O enredo começa com a opinião geral de que a teia tributária nacional é uma obra digna de um dramaturgo surrealista. Uma multiplicidade de impostos, taxas e contribuições municipais, estaduais e federais transforma a vida do cidadão comum em uma jornada labiríntica. A promessa da reforma é simplificar essa trama, não necessariamente com uma redução drástica de desembolsos. Seria mais ou menos como suavizar as curvas de uma estrada, sem acabar com as praças de pedágio.

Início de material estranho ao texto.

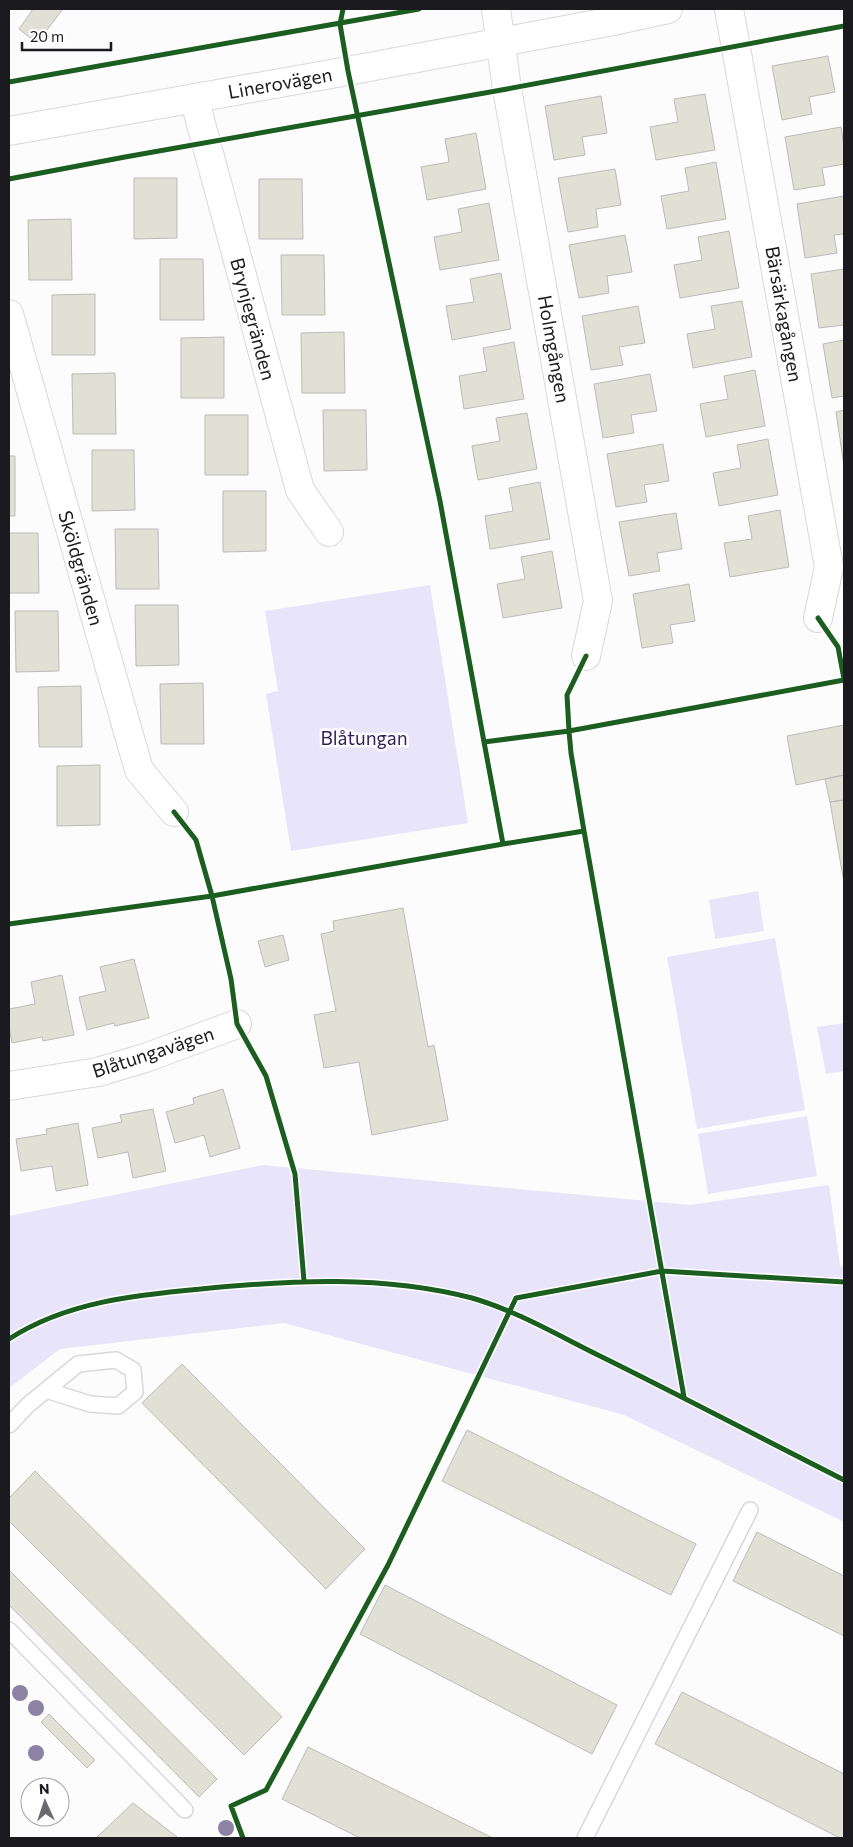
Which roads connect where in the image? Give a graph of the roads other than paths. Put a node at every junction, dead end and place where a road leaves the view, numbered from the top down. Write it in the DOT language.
graph roads {
  1 [pos="496,9"];
  2 [pos="668,9"];
  3 [pos="729,9"];
  4 [pos="500,42"];
  5 [pos="194,98"];
  6 [pos="9,131"];
  7 [pos="9,314"];
  8 [pos="329,532"];
  9 [pos="818,618"];
  10 [pos="586,656"];
  11 [pos="174,812"];
  12 [pos="237,1024"];
  13 [pos="9,1086"];
  14 [pos="46,1390"];
  15 [pos="9,1425"];
  16 [pos="750,1510"];
  17 [pos="9,1630"];
  18 [pos="185,1810"];
  19 [pos="585,1838"];
  1 -- 4 [label="street, Holmgången"];
  2 -- 4 [label="street, Linerovägen"];
  3 -- 9 [label="street, Bärsärkagången"];
  4 -- 5 [label="street, Linerovägen"];
  4 -- 10 [label="street, Holmgången"];
  5 -- 6 [label="street, Linerovägen"];
  5 -- 8 [label="street, Brynjegränden"];
  7 -- 11 [label="street, Sköldgränden"];
  12 -- 13 [label="street, Blåtungavägen"];
  14 -- 14 [label="lane"];
  14 -- 15 [label="lane"];
  16 -- 19 [label="lane"];
  17 -- 18 [label="lane"];
}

À medida que os bastidores foram revelados, ficou claro que a descomplicação é apenas uma terra prometida distante de ser alcançada. Alguns de seus efeitos já estão sendo comemorados, embora o novo código deva entrar em vigor somente em 2026. Que ninguém ouse duvidar da nossa capacidade de contornar as leis com outras leis, que é a oficialização do jeitinho brasileiro. Em matéria de cobrança, se não formos os campeões, nosso lugar no pódio está garantidíssimo.

O balé da reforma tributária, aprovada após intensas negociações, ajustes e exceções à regra, parece mais uma reorganização dos atores do que uma verdadeira simplificação do enredo. Alguns impostos foram renomeados, outros ganharam novos papéis, mas a estrutura fundamental permanecerá complexa.

A protagonista dessa reforma é a tão antiga quanto utópica unificação de tributos. Pelo que foi decidido, teremos o IBS (Imposto sobre Bens e Serviços), que consolidaria o estadual ICMS e o municipal ISS no mesmo guarda-chuva. No entanto, como em qualquer trama política, os interesses conflitantes dos diferentes estados e setores tornaram esse objetivo um desafio formidável. A União terá de fazer um fundo de compensação de perdas estaduais, que poderá afundar ainda mais o déficit orçamentário, a partir de 2025.

Os coadjuvantes nessa história incluem as mudanças na tributação de dividendos e a criação de um imposto sobre transações digitais. O que todos esperam –e acredito que sairemos frustrados– é que se alivie a carga de ombros já sobrecarregados. A trilha sonora dessa reforma é composta pelas vozes dos especialistas e analistas econômicos, além de políticos. Aqueles que aplaudem destacam a coragem de enfrentar um sistema tributário obsoleto, enquanto os críticos argumentam que a reforma não resolve as questões estruturais e pode gerar impactos negativos em setores específicos. Ainda falta a última votação na Câmara Federal, que tende a manter as mudanças feitas no Senado.

O problema de mudanças tão profundas é que as regras precisam ser mudadas com o jogo em andamento. Embora tudo indique que sim, se essa reforma será um passo na direção certa só o tempo dirá. Porém, de uma coisa não se tem dúvida: continuaremos pagando a taxa para tomar um solzinho nas praias paulistas. Pelo menos o ar que respiramos continua isento de imposto, não se sabe por quanto tempo.